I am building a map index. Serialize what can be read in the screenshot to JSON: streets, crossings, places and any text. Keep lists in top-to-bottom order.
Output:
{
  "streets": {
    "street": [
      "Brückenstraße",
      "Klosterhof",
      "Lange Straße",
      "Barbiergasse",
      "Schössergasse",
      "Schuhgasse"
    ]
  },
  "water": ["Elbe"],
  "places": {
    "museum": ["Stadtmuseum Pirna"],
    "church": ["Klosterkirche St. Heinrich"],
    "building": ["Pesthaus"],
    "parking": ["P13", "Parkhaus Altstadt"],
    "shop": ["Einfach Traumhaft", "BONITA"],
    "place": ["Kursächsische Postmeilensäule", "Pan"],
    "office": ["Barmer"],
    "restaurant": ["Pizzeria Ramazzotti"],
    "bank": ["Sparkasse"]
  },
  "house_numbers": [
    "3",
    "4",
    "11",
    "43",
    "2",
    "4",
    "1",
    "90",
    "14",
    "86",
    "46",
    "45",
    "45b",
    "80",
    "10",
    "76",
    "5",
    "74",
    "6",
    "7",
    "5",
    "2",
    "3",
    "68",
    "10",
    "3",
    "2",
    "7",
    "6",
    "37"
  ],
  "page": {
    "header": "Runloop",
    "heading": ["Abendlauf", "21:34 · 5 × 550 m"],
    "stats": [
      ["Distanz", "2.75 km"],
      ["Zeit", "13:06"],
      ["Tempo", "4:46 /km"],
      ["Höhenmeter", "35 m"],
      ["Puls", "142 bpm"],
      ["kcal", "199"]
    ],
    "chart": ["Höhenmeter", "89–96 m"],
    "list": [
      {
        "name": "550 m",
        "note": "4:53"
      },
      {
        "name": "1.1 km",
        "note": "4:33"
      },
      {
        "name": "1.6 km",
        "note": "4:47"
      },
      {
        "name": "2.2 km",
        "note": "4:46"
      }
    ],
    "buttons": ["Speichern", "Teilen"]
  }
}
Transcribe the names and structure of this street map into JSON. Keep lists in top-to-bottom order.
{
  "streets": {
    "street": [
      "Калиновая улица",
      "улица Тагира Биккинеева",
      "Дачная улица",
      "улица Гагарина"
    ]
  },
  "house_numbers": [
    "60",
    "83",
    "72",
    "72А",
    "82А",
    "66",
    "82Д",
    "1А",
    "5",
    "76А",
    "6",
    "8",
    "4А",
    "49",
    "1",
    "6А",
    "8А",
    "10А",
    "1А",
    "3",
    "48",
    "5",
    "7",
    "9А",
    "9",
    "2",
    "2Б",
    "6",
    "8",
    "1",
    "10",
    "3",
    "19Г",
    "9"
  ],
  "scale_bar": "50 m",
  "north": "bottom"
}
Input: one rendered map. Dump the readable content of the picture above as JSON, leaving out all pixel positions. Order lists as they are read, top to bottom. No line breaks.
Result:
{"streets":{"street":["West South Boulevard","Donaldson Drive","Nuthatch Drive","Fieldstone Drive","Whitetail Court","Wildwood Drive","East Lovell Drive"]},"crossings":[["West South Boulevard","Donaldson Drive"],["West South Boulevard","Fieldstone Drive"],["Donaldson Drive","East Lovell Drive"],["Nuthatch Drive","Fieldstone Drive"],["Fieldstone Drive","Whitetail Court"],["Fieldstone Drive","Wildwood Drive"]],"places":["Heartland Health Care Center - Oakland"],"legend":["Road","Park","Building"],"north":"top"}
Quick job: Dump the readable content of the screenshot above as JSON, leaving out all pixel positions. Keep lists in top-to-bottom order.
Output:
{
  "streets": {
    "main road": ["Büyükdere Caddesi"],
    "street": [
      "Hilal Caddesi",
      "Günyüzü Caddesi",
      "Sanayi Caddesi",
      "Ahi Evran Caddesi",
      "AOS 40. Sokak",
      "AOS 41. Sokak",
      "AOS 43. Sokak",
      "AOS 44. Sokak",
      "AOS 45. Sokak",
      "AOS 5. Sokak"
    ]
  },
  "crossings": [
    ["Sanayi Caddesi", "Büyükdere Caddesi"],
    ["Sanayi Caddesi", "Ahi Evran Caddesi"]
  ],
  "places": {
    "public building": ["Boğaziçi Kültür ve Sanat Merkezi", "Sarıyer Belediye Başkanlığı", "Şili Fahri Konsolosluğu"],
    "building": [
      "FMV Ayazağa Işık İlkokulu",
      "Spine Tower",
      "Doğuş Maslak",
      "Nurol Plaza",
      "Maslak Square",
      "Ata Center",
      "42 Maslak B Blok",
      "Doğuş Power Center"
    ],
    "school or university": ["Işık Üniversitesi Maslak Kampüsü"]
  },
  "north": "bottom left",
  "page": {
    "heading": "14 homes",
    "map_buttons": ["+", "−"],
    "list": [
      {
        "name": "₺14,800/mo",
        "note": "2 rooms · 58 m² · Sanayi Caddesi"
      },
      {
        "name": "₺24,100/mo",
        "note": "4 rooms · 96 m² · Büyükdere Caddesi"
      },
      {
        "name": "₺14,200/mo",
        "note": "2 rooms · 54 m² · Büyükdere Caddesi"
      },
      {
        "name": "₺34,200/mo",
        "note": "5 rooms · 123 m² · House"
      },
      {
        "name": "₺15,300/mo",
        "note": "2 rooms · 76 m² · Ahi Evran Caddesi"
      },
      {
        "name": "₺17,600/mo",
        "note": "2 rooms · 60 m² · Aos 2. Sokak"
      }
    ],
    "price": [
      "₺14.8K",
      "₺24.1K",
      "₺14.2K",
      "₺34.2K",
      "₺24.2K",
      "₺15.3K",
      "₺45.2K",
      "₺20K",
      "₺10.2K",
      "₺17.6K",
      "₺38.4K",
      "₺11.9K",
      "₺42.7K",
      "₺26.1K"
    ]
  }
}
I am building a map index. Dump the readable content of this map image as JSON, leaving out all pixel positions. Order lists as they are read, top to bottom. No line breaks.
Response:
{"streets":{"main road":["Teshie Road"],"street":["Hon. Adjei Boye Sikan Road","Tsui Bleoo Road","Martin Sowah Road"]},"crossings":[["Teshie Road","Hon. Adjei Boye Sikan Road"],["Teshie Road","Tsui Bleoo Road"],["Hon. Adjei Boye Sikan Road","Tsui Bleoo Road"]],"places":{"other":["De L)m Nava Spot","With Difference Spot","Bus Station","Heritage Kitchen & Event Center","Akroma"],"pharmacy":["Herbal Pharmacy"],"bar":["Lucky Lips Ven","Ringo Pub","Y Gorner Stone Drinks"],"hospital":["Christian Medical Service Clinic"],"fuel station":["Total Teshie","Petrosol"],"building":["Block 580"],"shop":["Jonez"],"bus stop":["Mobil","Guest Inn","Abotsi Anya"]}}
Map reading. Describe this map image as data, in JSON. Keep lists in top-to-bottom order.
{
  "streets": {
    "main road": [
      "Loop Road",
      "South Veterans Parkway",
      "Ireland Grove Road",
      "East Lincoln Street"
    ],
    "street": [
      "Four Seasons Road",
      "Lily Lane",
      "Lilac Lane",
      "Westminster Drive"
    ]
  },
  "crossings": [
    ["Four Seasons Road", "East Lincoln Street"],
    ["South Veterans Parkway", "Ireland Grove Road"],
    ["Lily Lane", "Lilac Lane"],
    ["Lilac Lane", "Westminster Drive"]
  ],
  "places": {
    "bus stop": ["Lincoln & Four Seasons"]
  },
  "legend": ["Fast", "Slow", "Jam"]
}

_What is being asked:_ Output an exact copy of each record.

_Written reply:_
I am building a map index. Serialize what can be read in the screenshot to JSON: streets, crossings, places and any text. Keep lists in top-to-bottom order.
Output:
{
  "streets": {
    "street": [
      "Brückenstraße",
      "Klosterhof",
      "Lange Straße",
      "Barbiergasse",
      "Schössergasse",
      "Schuhgasse"
    ]
  },
  "water": ["Elbe"],
  "places": {
    "museum": ["Stadtmuseum Pirna"],
    "church": ["Klosterkirche St. Heinrich"],
    "building": ["Pesthaus"],
    "parking": ["P13", "Parkhaus Altstadt"],
    "shop": ["Einfach Traumhaft", "BONITA"],
    "place": ["Kursächsische Postmeilensäule", "Pan"],
    "office": ["Barmer"],
    "restaurant": ["Pizzeria Ramazzotti"],
    "bank": ["Sparkasse"]
  },
  "house_numbers": [
    "3",
    "4",
    "11",
    "43",
    "2",
    "4",
    "1",
    "90",
    "14",
    "86",
    "46",
    "45",
    "45b",
    "80",
    "10",
    "76",
    "5",
    "74",
    "6",
    "7",
    "5",
    "2",
    "3",
    "68",
    "10",
    "3",
    "2",
    "7",
    "6",
    "37"
  ],
  "page": {
    "header": "Runloop",
    "heading": ["Abendlauf", "21:34 · 5 × 550 m"],
    "stats": [
      ["Distanz", "2.75 km"],
      ["Zeit", "13:06"],
      ["Tempo", "4:46 /km"],
      ["Höhenmeter", "35 m"],
      ["Puls", "142 bpm"],
      ["kcal", "199"]
    ],
    "chart": ["Höhenmeter", "89–96 m"],
    "list": [
      {
        "name": "550 m",
        "note": "4:53"
      },
      {
        "name": "1.1 km",
        "note": "4:33"
      },
      {
        "name": "1.6 km",
        "note": "4:47"
      },
      {
        "name": "2.2 km",
        "note": "4:46"
      }
    ],
    "buttons": ["Speichern", "Teilen"]
  }
}
Transcribe the names and structure of this street map into JSON. Keep lists in top-to-bottom order.
{
  "streets": {
    "street": [
      "Калиновая улица",
      "улица Тагира Биккинеева",
      "Дачная улица",
      "улица Гагарина"
    ]
  },
  "house_numbers": [
    "60",
    "83",
    "72",
    "72А",
    "82А",
    "66",
    "82Д",
    "1А",
    "5",
    "76А",
    "6",
    "8",
    "4А",
    "49",
    "1",
    "6А",
    "8А",
    "10А",
    "1А",
    "3",
    "48",
    "5",
    "7",
    "9А",
    "9",
    "2",
    "2Б",
    "6",
    "8",
    "1",
    "10",
    "3",
    "19Г",
    "9"
  ],
  "scale_bar": "50 m",
  "north": "bottom"
}
Input: one rendered map. Dump the readable content of the picture above as JSON, leaving out all pixel positions. Order lists as they are read, top to bottom. No line breaks.
Result:
{"streets":{"street":["West South Boulevard","Donaldson Drive","Nuthatch Drive","Fieldstone Drive","Whitetail Court","Wildwood Drive","East Lovell Drive"]},"crossings":[["West South Boulevard","Donaldson Drive"],["West South Boulevard","Fieldstone Drive"],["Donaldson Drive","East Lovell Drive"],["Nuthatch Drive","Fieldstone Drive"],["Fieldstone Drive","Whitetail Court"],["Fieldstone Drive","Wildwood Drive"]],"places":["Heartland Health Care Center - Oakland"],"legend":["Road","Park","Building"],"north":"top"}
Quick job: Dump the readable content of the screenshot above as JSON, leaving out all pixel positions. Keep lists in top-to-bottom order.
Output:
{
  "streets": {
    "main road": ["Büyükdere Caddesi"],
    "street": [
      "Hilal Caddesi",
      "Günyüzü Caddesi",
      "Sanayi Caddesi",
      "Ahi Evran Caddesi",
      "AOS 40. Sokak",
      "AOS 41. Sokak",
      "AOS 43. Sokak",
      "AOS 44. Sokak",
      "AOS 45. Sokak",
      "AOS 5. Sokak"
    ]
  },
  "crossings": [
    ["Sanayi Caddesi", "Büyükdere Caddesi"],
    ["Sanayi Caddesi", "Ahi Evran Caddesi"]
  ],
  "places": {
    "public building": ["Boğaziçi Kültür ve Sanat Merkezi", "Sarıyer Belediye Başkanlığı", "Şili Fahri Konsolosluğu"],
    "building": [
      "FMV Ayazağa Işık İlkokulu",
      "Spine Tower",
      "Doğuş Maslak",
      "Nurol Plaza",
      "Maslak Square",
      "Ata Center",
      "42 Maslak B Blok",
      "Doğuş Power Center"
    ],
    "school or university": ["Işık Üniversitesi Maslak Kampüsü"]
  },
  "north": "bottom left",
  "page": {
    "heading": "14 homes",
    "map_buttons": ["+", "−"],
    "list": [
      {
        "name": "₺14,800/mo",
        "note": "2 rooms · 58 m² · Sanayi Caddesi"
      },
      {
        "name": "₺24,100/mo",
        "note": "4 rooms · 96 m² · Büyükdere Caddesi"
      },
      {
        "name": "₺14,200/mo",
        "note": "2 rooms · 54 m² · Büyükdere Caddesi"
      },
      {
        "name": "₺34,200/mo",
        "note": "5 rooms · 123 m² · House"
      },
      {
        "name": "₺15,300/mo",
        "note": "2 rooms · 76 m² · Ahi Evran Caddesi"
      },
      {
        "name": "₺17,600/mo",
        "note": "2 rooms · 60 m² · Aos 2. Sokak"
      }
    ],
    "price": [
      "₺14.8K",
      "₺24.1K",
      "₺14.2K",
      "₺34.2K",
      "₺24.2K",
      "₺15.3K",
      "₺45.2K",
      "₺20K",
      "₺10.2K",
      "₺17.6K",
      "₺38.4K",
      "₺11.9K",
      "₺42.7K",
      "₺26.1K"
    ]
  }
}
I am building a map index. Dump the readable content of this map image as JSON, leaving out all pixel positions. Order lists as they are read, top to bottom. No line breaks.
Response:
{"streets":{"main road":["Teshie Road"],"street":["Hon. Adjei Boye Sikan Road","Tsui Bleoo Road","Martin Sowah Road"]},"crossings":[["Teshie Road","Hon. Adjei Boye Sikan Road"],["Teshie Road","Tsui Bleoo Road"],["Hon. Adjei Boye Sikan Road","Tsui Bleoo Road"]],"places":{"other":["De L)m Nava Spot","With Difference Spot","Bus Station","Heritage Kitchen & Event Center","Akroma"],"pharmacy":["Herbal Pharmacy"],"bar":["Lucky Lips Ven","Ringo Pub","Y Gorner Stone Drinks"],"hospital":["Christian Medical Service Clinic"],"fuel station":["Total Teshie","Petrosol"],"building":["Block 580"],"shop":["Jonez"],"bus stop":["Mobil","Guest Inn","Abotsi Anya"]}}
Map reading. Describe this map image as data, in JSON. Keep lists in top-to-bottom order.
{
  "streets": {
    "main road": [
      "Loop Road",
      "South Veterans Parkway",
      "Ireland Grove Road",
      "East Lincoln Street"
    ],
    "street": [
      "Four Seasons Road",
      "Lily Lane",
      "Lilac Lane",
      "Westminster Drive"
    ]
  },
  "crossings": [
    ["Four Seasons Road", "East Lincoln Street"],
    ["South Veterans Parkway", "Ireland Grove Road"],
    ["Lily Lane", "Lilac Lane"],
    ["Lilac Lane", "Westminster Drive"]
  ],
  "places": {
    "bus stop": ["Lincoln & Four Seasons"]
  },
  "legend": ["Fast", "Slow", "Jam"]
}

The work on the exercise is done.